TQ- _I'm_ not going back with anything. We do commercial tenant strip out demolitions.


----------



## pinwheel (Dec 7, 2009)

ESSaustin said:


> Were you guys removing glued or mudded tiles? If mudded, how well does it remove the thinset? Will I need to go over the substrate with a cup grinder or will this tool do the job? At 10cfm/90psi I figured I better budget a new compressor as mine will melt pretty quickly!


I took up tile laid on plywood. It done alright in getting it smooth enough that I could lay hardwood back on top of it. Done pretty good at breaking the tiles, but I used it as a regular scraper quite a bit. The weight helped, a lot better than a regular floor scraper would.

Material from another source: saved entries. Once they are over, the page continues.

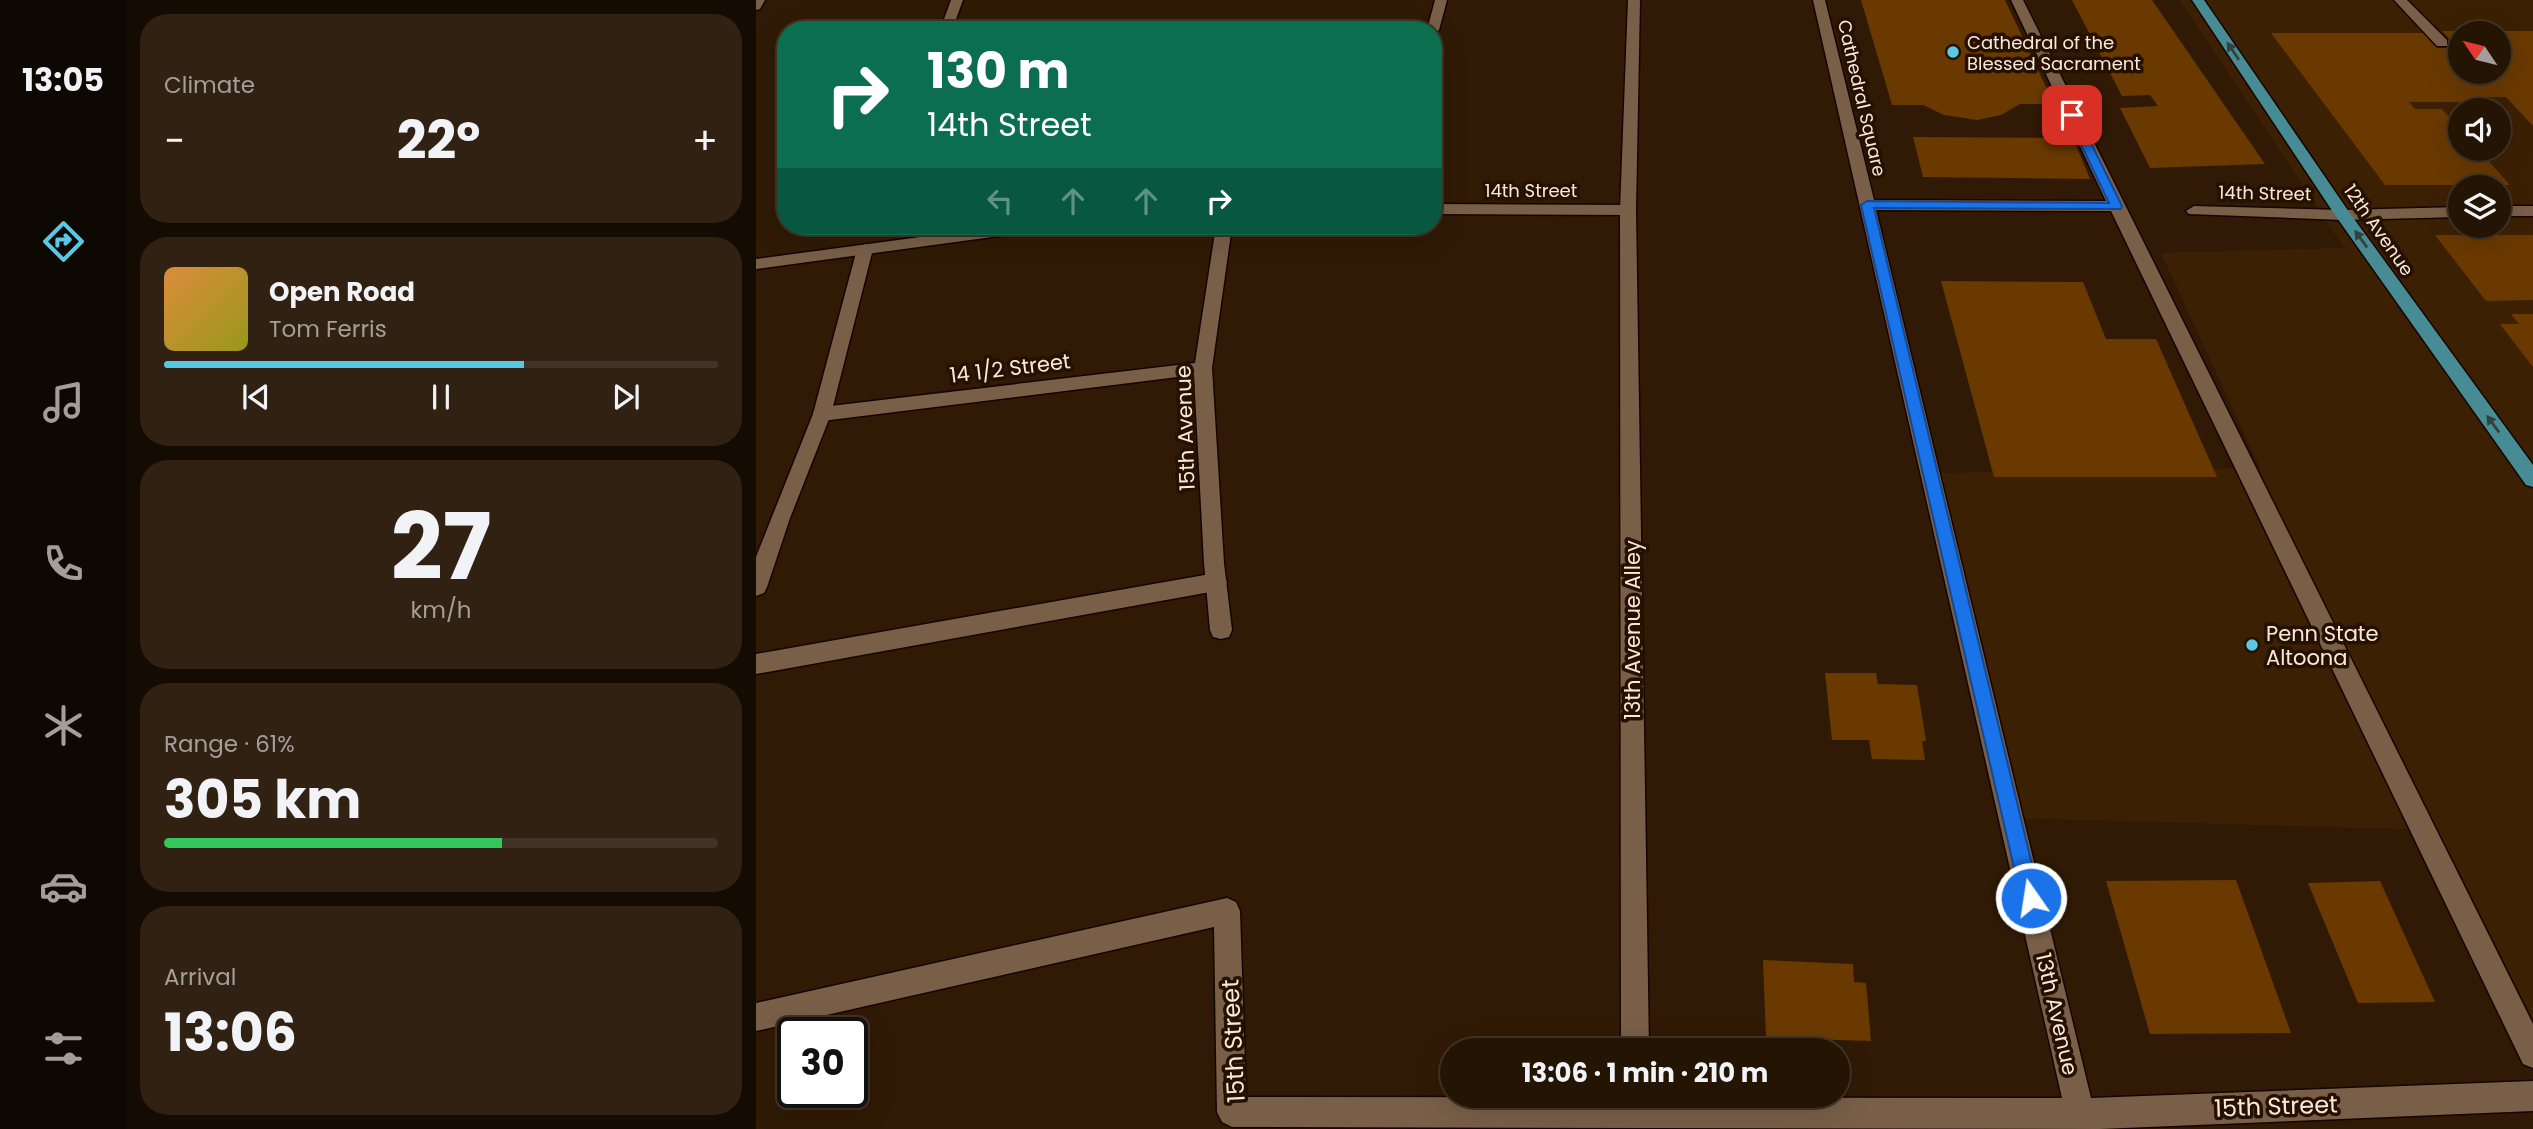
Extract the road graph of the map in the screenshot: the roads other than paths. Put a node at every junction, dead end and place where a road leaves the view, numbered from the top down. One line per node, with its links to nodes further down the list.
1 (760, 0): 9 (street)
2 (957, 0): 10 (street)
3 (1441, 0): 11 (street)
4 (1634, 0): 16 (street, 13th Avenue Alley)
5 (1819, 0): 13 (street, Cathedral Square)
6 (2017, 0): 14 (street)
7 (2198, 0): 21 (main road, 12th Avenue, one-way to 7)
8 (2400, 0): 12 (street)
9 (756, 6)
10 (949, 21)
11 (1435, 21)
12 (2442, 43)
13 (1867, 205): 14 (street); 38 (street, 13th Avenue)
14 (2116, 206): 35 (street)
15 (1442, 209): 16 (street, 14th Street)
16 (1628, 210): 34 (street, 13th Avenue Alley)
17 (2194, 211): 21 (street, 14th Street)
18 (2511, 211): 19 (street)
19 (2533, 211)
20 (2448, 212): 21 (street, 14th Street)
21 (2343, 215): 28 (main road, 12th Avenue, one-way to 21)
22 (970, 235): 24 (street)
23 (1223, 235): 26 (street, 15th Avenue)
24 (865, 249): 25 (street); 27 (street)
25 (756, 264)
26 (1203, 368): 27 (street, 14 1/2 Street); 29 (street, 15th Avenue)
27 (822, 414): 30 (street)
28 (2533, 480)
29 (1216, 582): 31 (street, 15th Avenue); 32 (street)
30 (756, 587)
31 (1221, 629)
32 (756, 664)
33 (756, 1017): 37 (street, 15th Street)
34 (1635, 1038)
35 (2533, 1054)
36 (2533, 1096): 38 (street, 15th Street)
37 (1636, 1112): 38 (street, 15th Street)
38 (2082, 1121)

One thing I just remembered. The chisel part is extremely brittle. Snapped off when my wife stepped on it. Luckily for me, I had a friend that runs the local rental yard & he had a used head from one of the good ones they used to rent, but sold.


----------



## svronthmve (Aug 3, 2008)

I use mine on mud too. Works great for me. I keep a couple extra blades around although I've never had one break.

If you're not desperate, wait for a coupon. They frequently go to $99, and every once in awhile for $79.


----------



## woodworkbykirk (Sep 17, 2008)

a few weeks back at the contractors desk they had a display of scrapers that go into your recip saw.... dont know how that would work.. no advantage height wise you still gotta get down on your hands and knees to use it


----------



## dsconstructs (Jul 20, 2010)

woodworkbykirk said:


> a few weeks back at the contractors desk they had a display of scrapers that go into your recip saw.... dont know how that would work.. no advantage height wise you still gotta get down on your hands and knees to use it


Those are actually alright in tighter spaces. Haven't seen yet though if those might shorten the life span of the recip saw.


----------



## woodworkbykirk (Sep 17, 2008)

wouldnt suprise me one bit.. if you get too close to a corner or go at it withthe wrong angle the scraper will hit too hard and it could damage the saw


----------